** Directions for this task **
Each line below must be transcribed with no word changed.

----- The data

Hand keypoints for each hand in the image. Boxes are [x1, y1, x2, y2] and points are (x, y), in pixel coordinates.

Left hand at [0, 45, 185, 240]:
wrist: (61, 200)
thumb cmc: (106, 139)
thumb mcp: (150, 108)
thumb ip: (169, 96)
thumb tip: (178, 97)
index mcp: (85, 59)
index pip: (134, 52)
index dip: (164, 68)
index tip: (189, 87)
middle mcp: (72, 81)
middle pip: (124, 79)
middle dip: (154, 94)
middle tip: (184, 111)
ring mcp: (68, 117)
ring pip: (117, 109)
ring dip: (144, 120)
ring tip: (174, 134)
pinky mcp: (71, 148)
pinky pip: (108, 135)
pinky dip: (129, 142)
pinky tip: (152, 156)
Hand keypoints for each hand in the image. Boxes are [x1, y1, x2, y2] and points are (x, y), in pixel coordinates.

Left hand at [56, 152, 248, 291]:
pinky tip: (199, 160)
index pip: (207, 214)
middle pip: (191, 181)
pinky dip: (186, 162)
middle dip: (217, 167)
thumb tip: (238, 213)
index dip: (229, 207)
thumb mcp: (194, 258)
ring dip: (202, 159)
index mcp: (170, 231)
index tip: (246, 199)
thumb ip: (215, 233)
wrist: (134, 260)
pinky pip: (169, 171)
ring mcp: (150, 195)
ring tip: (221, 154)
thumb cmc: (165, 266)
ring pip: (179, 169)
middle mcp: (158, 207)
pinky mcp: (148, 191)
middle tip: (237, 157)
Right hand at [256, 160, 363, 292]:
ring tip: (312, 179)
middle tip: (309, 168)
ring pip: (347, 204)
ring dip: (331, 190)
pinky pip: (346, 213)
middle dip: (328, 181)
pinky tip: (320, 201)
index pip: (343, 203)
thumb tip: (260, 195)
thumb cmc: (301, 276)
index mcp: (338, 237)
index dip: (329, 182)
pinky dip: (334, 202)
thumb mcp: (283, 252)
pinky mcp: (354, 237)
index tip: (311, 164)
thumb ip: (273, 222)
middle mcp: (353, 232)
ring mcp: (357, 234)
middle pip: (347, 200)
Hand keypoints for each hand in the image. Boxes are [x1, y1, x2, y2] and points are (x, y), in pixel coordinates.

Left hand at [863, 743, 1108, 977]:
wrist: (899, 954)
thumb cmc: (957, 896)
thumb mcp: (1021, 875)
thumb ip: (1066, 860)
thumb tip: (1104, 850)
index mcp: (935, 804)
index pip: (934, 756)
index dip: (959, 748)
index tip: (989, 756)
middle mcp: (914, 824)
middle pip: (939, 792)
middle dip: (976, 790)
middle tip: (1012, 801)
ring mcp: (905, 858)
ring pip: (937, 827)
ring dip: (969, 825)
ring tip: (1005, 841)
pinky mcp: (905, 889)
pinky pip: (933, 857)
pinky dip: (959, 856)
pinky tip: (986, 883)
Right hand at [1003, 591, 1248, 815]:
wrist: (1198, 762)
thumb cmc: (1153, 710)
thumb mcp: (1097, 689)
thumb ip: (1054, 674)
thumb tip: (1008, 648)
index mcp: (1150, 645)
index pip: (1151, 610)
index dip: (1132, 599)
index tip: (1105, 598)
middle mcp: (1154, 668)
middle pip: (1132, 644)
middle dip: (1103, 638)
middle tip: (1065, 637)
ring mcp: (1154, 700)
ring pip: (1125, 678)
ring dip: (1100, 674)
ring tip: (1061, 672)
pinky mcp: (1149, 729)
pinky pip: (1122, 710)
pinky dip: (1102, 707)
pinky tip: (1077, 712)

----------

** Response **
Hand keypoints for each hand in the image. Boxes are [x1, y1, x2, y2] and points are (x, y), in pixel coordinates.

Left hand at [0, 45, 185, 240]:
wrist: (61, 200)
thumb cmc: (106, 139)
thumb mcp: (150, 108)
thumb ip: (169, 96)
thumb tip: (178, 97)
index mcp: (85, 59)
index pip: (134, 52)
index dip: (164, 68)
index tip: (189, 87)
middle mcp: (72, 81)
middle pip: (124, 79)
middle dip: (154, 94)
middle tip: (184, 111)
ring mcp: (68, 117)
ring pip: (117, 109)
ring dip: (144, 120)
ring tip: (174, 134)
pinky mcp: (71, 148)
pinky pip: (108, 135)
pinky dip: (129, 142)
pinky tip: (152, 156)
Hand keypoints for each hand in the image. Boxes are [x1, y1, x2, y2] and points are (x, y), in pixel coordinates.

Left hand at [56, 152, 248, 291]:
pinky tip: (199, 160)
index pip: (207, 214)
middle pip: (191, 181)
pinky dip: (186, 162)
middle dip: (217, 167)
thumb tip: (238, 213)
index dip: (229, 207)
thumb mcp: (194, 258)
ring dip: (202, 159)
index mcp: (170, 231)
index tip: (246, 199)
thumb ip: (215, 233)
wrist: (134, 260)
pinky pip: (169, 171)
ring mcp: (150, 195)
ring tip: (221, 154)
thumb cmc: (165, 266)
ring pip: (179, 169)
middle mcp: (158, 207)
pinky mcp: (148, 191)
middle tip: (237, 157)
Right hand at [256, 160, 363, 292]:
ring tip: (312, 179)
middle tip: (309, 168)
ring pip: (347, 204)
ring dip: (331, 190)
pinky pip: (346, 213)
middle dip: (328, 181)
pinky tip: (320, 201)
index pip: (343, 203)
thumb tip: (260, 195)
thumb cmc: (301, 276)
index mcp: (338, 237)
index dip: (329, 182)
pinky dip: (334, 202)
thumb mcp: (283, 252)
pinky mcp: (354, 237)
index tip: (311, 164)
thumb ip: (273, 222)
middle mcp: (353, 232)
ring mcp: (357, 234)
middle pip: (347, 200)
Hand keypoints for each hand in the image. Boxes are [x1, y1, x2, y2] and points are (x, y), in pixel coordinates.

Left hand at [863, 743, 1108, 977]:
wrist: (899, 954)
thumb cmc: (957, 896)
thumb mcp: (1021, 875)
thumb ip: (1066, 860)
thumb tip: (1104, 850)
index mcp: (935, 804)
index pip: (934, 756)
index dip: (959, 748)
index tip: (989, 756)
middle mcp: (914, 824)
middle pip: (939, 792)
middle dip: (976, 790)
middle tip: (1012, 801)
ring mcp: (905, 858)
ring pip: (937, 827)
ring dip: (969, 825)
ring tip: (1005, 841)
pinky mcp: (905, 889)
pinky pip: (933, 857)
pinky dip: (959, 856)
pinky tip: (986, 883)
Right hand at [1003, 591, 1248, 815]:
wrist: (1198, 762)
thumb cmc: (1153, 710)
thumb mcp: (1097, 689)
thumb ip: (1054, 674)
thumb tip: (1008, 648)
index mcp: (1150, 645)
index pip: (1151, 610)
index dip: (1132, 599)
index tip: (1105, 598)
middle mcp: (1154, 668)
middle pip: (1132, 644)
middle dip: (1103, 638)
middle tip: (1065, 637)
ring mcp: (1154, 700)
ring pip: (1125, 678)
ring dip: (1100, 674)
ring tip: (1061, 672)
pinky mcp: (1149, 729)
pinky pip: (1122, 710)
pinky dip: (1102, 707)
pinky tip: (1077, 712)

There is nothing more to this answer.